The Notes will be represented by beneficial interests in fully registered permanent global notes (the “international global notes”) without interest coupons attached, which will be registered in the name of, and shall be deposited on or about June 16, 2025 with a common depositary for, and in respect of interests held through, Euroclear Bank SA/NV, as operator of the Euroclear System (“Euroclear”), and Clearstream Banking S.A. (“Clearstream”). Any Notes represented by global notes held by a nominee of Euroclear or Clearstream will be subject to the then applicable procedures of Euroclear and Clearstream, as applicable. Euroclear and Clearstream’s current practice is to make payments in respect of global notes to participants of record that hold an interest in the relevant global notes at the close of business on the date that is the clearing system business day (for these purposes, Monday to Friday inclusive except December 25th and January 1st) immediately preceding each applicable interest payment date.


This pricing term sheet is not a prospectus for the purposes of Regulation (EU) 2017/1129, including the same as it forms part of domestic law in the United Kingdom by virtue of the European Union (Withdrawal) Act 2018, as amended by the European Union (Withdrawal Agreement) Act 2020.

MiFID II and UK MiFIR – professionals/ECPs-only / No PRIIPs or UK PRIIPs KID – Manufacturer target market (MiFID II and UK MiFIR product governance) is eligible counterparties and professional clients only (all distribution channels). No PRIIPs or UK PRIIPs key information document (KID) has been prepared as not available to retail investors in EEA or UK.

The communication of this pricing term sheet and any other document or materials relating to the issue of the Notes is not being made, and such documents or materials have not been approved, by an authorized person for the purposes of Section 21 of the United Kingdom’s Financial Services and Markets Act 2000, as amended.
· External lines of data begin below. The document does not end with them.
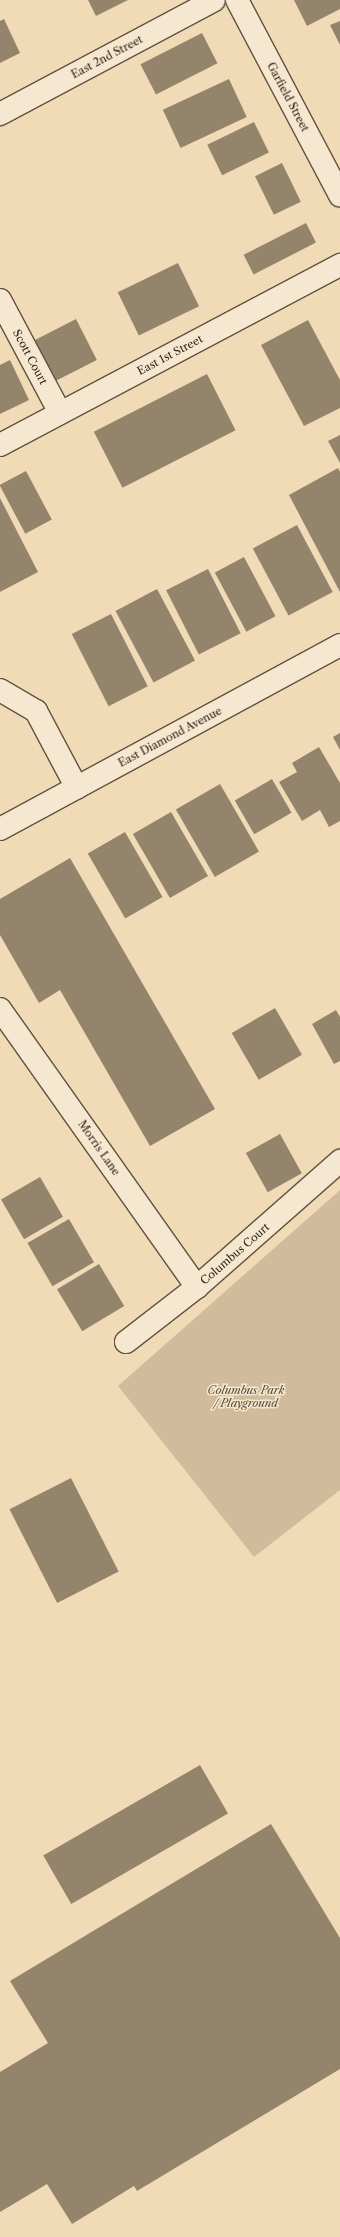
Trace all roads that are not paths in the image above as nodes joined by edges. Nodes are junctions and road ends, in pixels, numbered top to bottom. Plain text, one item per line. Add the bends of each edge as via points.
1 (214, 0) edge
2 (237, 0) edge
3 (0, 114) edge
4 (340, 194) edge
5 (340, 265) edge
6 (0, 300) edge
7 (60, 413) junction
8 (0, 445) edge
9 (340, 645) edge
10 (0, 690) edge
11 (77, 788) junction
12 (0, 829) edge
13 (0, 1010) edge
14 (340, 1161) edge
15 (197, 1287) junction
16 (126, 1342) dead end

1 - 3 street, East 2nd Street
2 - 4 street, Garfield Street
5 - 7 street, East 1st Street
6 - 7 street, Scott Court
7 - 8 street, East 1st Street
9 - 11 street, East Diamond Avenue
10 - 11 street via 36,711
11 - 12 street, East Diamond Avenue
13 - 15 street, Morris Lane
14 - 15 street, Columbus Court
15 - 16 street, Columbus Court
Accordingly, such documents and/or materials are not being distributed to, and must not be passed on to, the general public in the United Kingdom. This document and such other documents and/or materials are for distribution only to persons who (i) have professional experience in matters relating to investments and who fall within the definition of investment professionals (under Article 19(5) of the Financial Services and Markets Act 2000 (Financial Promotion) Order 2005, as amended (the “Financial Promotion Order”), (ii) fall within Article 49(2)(a) to (d) of the Financial Promotion Order, (iii) are outside the United Kingdom (subject to any other applicable limitations), or (iv) are other persons to whom it may otherwise lawfully be made under the Financial Promotion Order (all such persons together being referred to as “relevant persons”). Any investment or investment activity to which this pricing term sheet and any other document or materials relates will be engaged in only with relevant persons. This document is directed only at relevant persons. Any person in the United Kingdom that is not a relevant person should not act or rely on this pricing term sheet or any of its contents.

Relevant stabilization regulations including FCA/ICMA will apply.

ANY DISCLAIMERS OR OTHER NOTICES THAT MAY APPEAR BELOW ARE NOT APPLICABLE TO THIS COMMUNICATION AND SHOULD BE DISREGARDED. SUCH DISCLAIMERS OR OTHER NOTICES WERE AUTOMATICALLY GENERATED AS A RESULT OF THIS COMMUNICATION BEING SENT VIA BLOOMBERG OR ANOTHER EMAIL SYSTEM.